[Stored items]:
☆ ☆ ☆ ☆ ☆ ☆ ☆
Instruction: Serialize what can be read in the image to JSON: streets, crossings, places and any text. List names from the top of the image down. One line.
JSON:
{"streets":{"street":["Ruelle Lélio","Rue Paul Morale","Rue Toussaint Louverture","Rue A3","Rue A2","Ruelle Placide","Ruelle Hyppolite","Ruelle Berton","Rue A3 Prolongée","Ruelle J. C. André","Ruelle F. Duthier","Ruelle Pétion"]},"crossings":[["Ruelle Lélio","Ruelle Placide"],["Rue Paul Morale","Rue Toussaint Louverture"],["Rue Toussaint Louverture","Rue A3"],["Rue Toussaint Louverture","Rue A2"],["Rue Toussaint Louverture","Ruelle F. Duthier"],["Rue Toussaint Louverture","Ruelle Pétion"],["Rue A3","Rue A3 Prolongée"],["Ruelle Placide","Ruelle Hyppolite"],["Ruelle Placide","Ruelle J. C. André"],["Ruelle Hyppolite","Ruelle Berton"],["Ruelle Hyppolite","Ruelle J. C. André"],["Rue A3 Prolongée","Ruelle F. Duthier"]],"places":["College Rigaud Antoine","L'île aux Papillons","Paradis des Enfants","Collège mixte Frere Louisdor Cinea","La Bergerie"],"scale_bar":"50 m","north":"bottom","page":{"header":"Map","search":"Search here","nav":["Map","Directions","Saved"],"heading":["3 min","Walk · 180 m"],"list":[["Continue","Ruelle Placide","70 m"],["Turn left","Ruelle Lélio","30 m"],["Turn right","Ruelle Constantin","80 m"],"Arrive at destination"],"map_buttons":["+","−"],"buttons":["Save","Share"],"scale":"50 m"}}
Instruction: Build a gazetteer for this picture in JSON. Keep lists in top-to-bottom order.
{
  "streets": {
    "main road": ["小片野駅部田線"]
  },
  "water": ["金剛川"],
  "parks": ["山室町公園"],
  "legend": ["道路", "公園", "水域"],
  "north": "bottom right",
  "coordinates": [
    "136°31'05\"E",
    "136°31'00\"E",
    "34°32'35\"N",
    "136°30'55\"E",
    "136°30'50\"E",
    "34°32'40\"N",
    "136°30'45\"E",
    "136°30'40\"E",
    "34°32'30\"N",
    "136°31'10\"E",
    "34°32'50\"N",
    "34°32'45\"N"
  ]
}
☆ ☆ ☆ ☆ ☆ ☆ ☆
[ASSIGNED TASK]:
The answer must consist of every line from the entries above that contains "JSON".

[SOLVED PROBLEM]:
Instruction: Serialize what can be read in the image to JSON: streets, crossings, places and any text. List names from the top of the image down. One line.
JSON:
Instruction: Build a gazetteer for this picture in JSON. Keep lists in top-to-bottom order.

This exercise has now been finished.